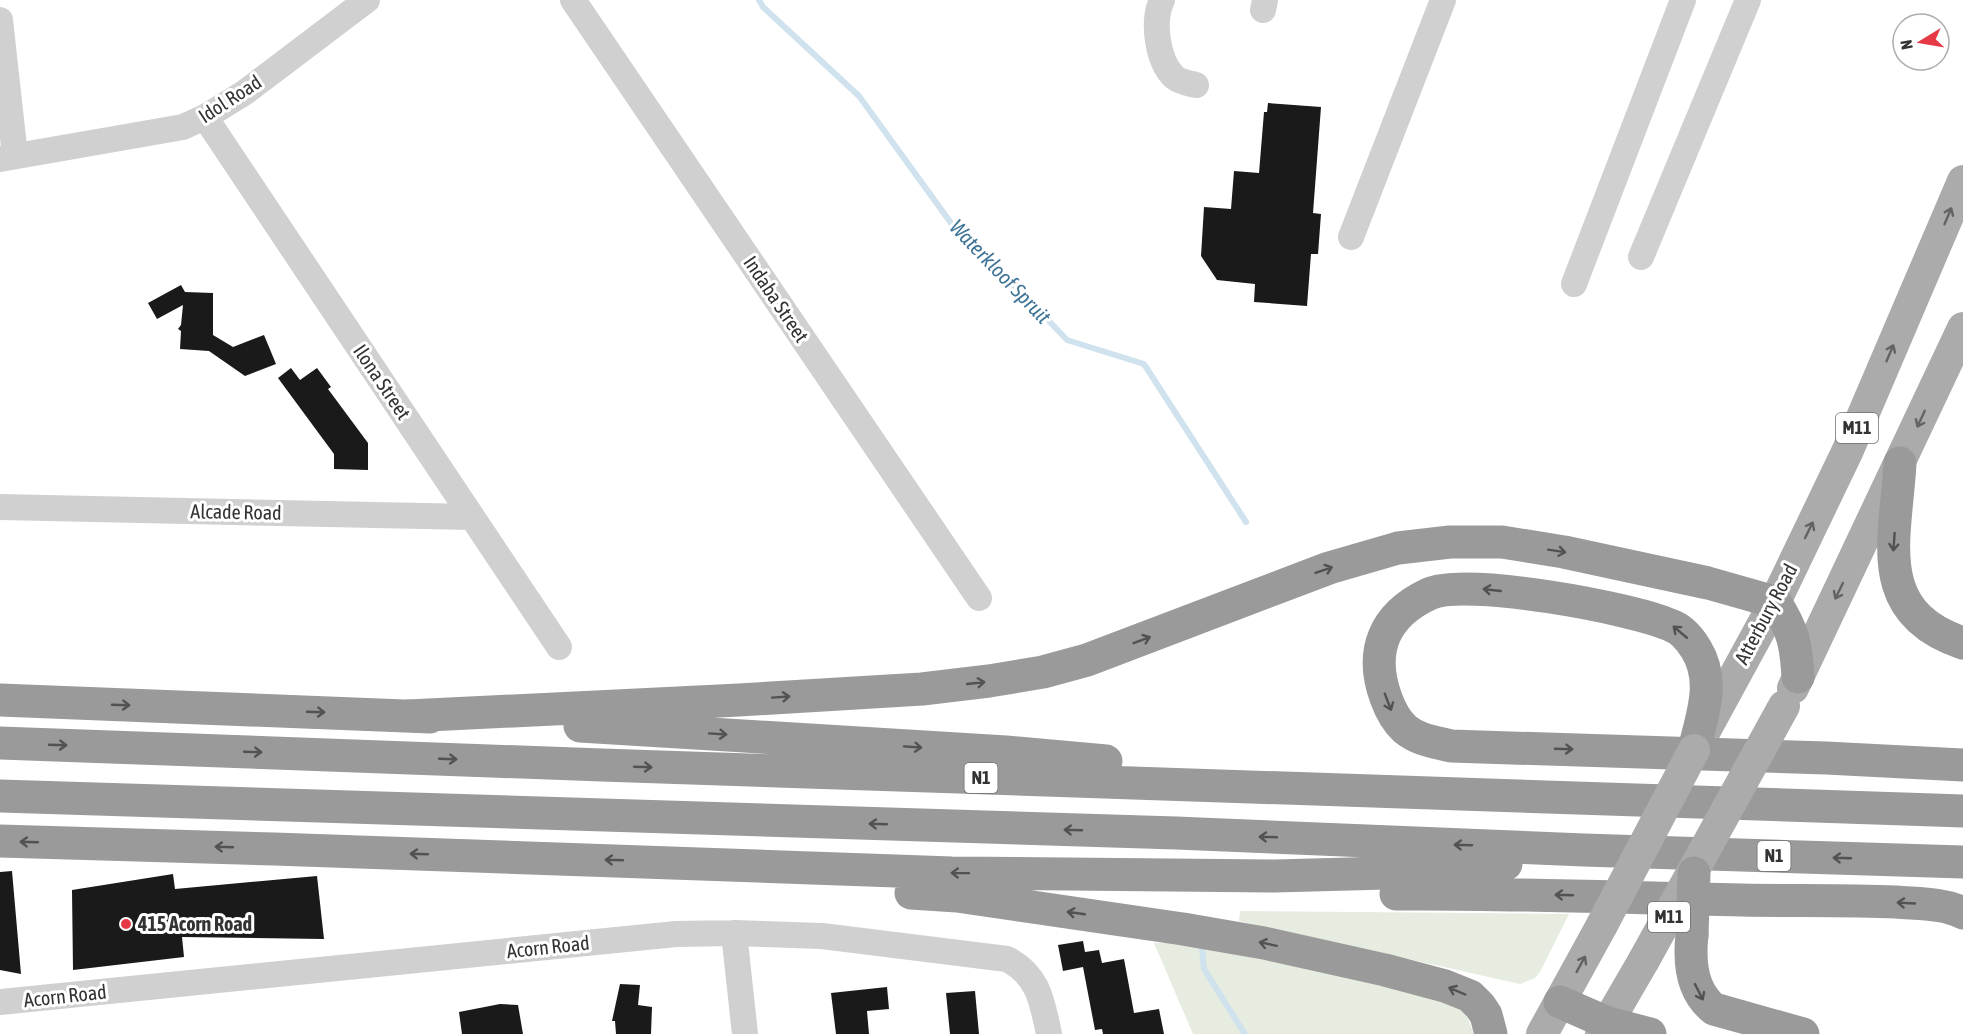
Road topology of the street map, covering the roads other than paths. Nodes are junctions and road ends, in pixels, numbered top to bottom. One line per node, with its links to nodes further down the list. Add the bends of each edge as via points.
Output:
1 (367, 0): 9 (street, Idol Road)
2 (573, 0): 19 (street, Indaba Street)
3 (1162, 0): 8 (street, via 1157,20 1166,66 1180,81)
4 (1443, 0): 12 (street)
5 (1683, 0): 14 (street)
6 (1748, 0): 13 (street)
7 (0, 20): 10 (street)
8 (1196, 85)
9 (206, 117): 10 (street, Idol Road, via 171,130); 18 (street, Ilona Street)
10 (7, 158)
11 (1963, 181): 20 (main road, Atterbury Road / M11, one-way to 11, via 1848,450)
12 (1351, 237)
13 (1641, 257)
14 (1574, 284)
15 (1963, 328): 16 (main road, M11, one-way to 16)
16 (1900, 463): 21 (highway, one-way to 21, via 1894,554 1901,595 1924,624); 23 (main road, M11, one-way to 23)
17 (0, 507): 18 (street, Alcade Road)
18 (472, 517): 22 (street, Ilona Street)
19 (979, 598)
20 (1775, 602): 23 (highway, via 1792,631); 24 (main road, Atterbury Road / M11); 26 (highway, one-way to 20, via 922,689 1043,672 1087,660 1329,568 1398,549 1450,542 1502,542 1564,552 1708,583)
21 (1963, 643)
22 (559, 647)
23 (1798, 677): 38 (main road, M11, bridge)
24 (1716, 688): 28 (highway, via 1706,704); 29 (highway, one-way to 29, via 1696,648 1672,625 1641,615 1513,592 1476,588 1432,592 1396,615 1379,650 1378,668 1391,712 1404,728 1422,740 1451,746)
25 (0, 700): 26 (highway, one-way to 26)
26 (408, 716): 30 (highway, one-way to 30, via 1006,752)
27 (0, 743): 30 (highway, N1, one-way to 30)
28 (1694, 750): 42 (main road, one-way to 28, bridge)
29 (1963, 765)
30 (1386, 791): 32 (highway, N1)
31 (0, 796): 34 (highway, N1, one-way to 31, via 1176,833)
32 (1963, 811)
33 (0, 841): 35 (highway, one-way to 33)
34 (1584, 850): 36 (highway, N1, one-way to 34); 37 (highway, via 1498,865 1424,872 1206,876)
35 (672, 862): 37 (highway, one-way to 35); 46 (highway, one-way to 35, via 1480,1006 1470,996 1445,986 1264,944 957,896 732,878)
36 (1963, 862)
37 (1003, 873): 39 (highway, one-way to 37, via 1917,904 1860,901 1488,893 1212,893 1068,883)
38 (1694, 873): 43 (main road, M11, bridge); 49 (highway, one-way to 49, bridge, via 1690,950 1694,982 1704,1001 1714,1009)
39 (1963, 913)
40 (734, 933): 41 (street, Acorn Road, via 676,934); 44 (street); 45 (street, Acorn Road, via 822,936 1007,959 1019,965 1037,988)
41 (0, 1002)
42 (1560, 1002): 43 (highway); 47 (main road)
43 (1604, 1028): 48 (highway)
44 (745, 1034)
45 (1049, 1034)
46 (1491, 1034)
47 (1542, 1034)
48 (1650, 1034)
49 (1803, 1034)

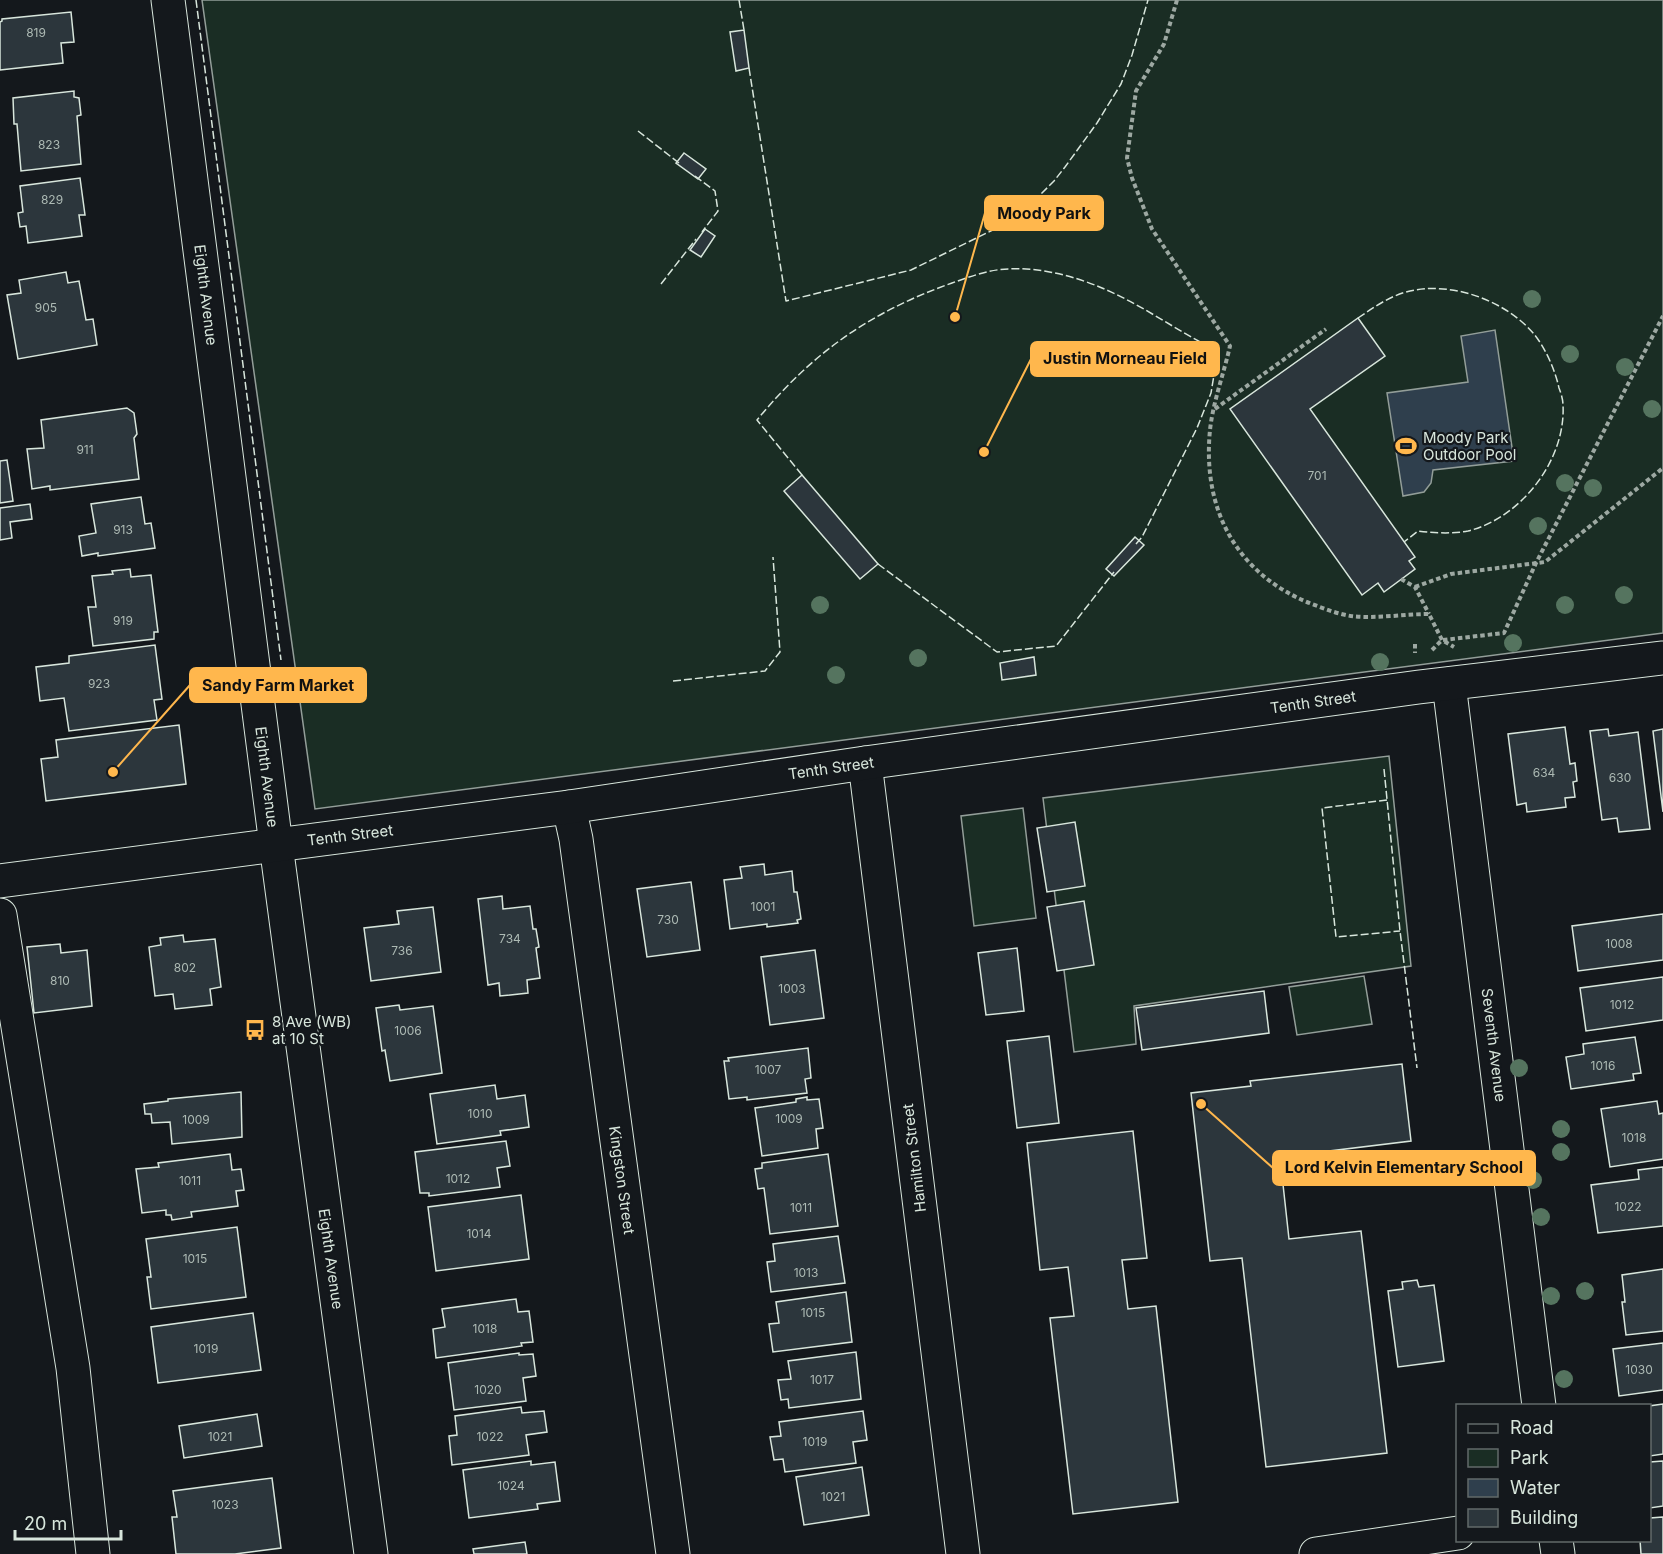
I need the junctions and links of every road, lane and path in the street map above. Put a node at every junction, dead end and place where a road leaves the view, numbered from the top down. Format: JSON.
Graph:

_What the exercise asks_. Only lines holding the word "numbered" are wanted; list them all from the material.

_Response to the task_.
Road topology of the street map, covering the roads other than paths. Nodes are junctions and road ends, in pixels, numbered top to bottom. One line per node, with its links to nodes further down the list. Add the bends of each edge as via points.
I need the junctions and links of every road, lane and path in the street map above. Put a node at every junction, dead end and place where a road leaves the view, numbered from the top down. Format: JSON.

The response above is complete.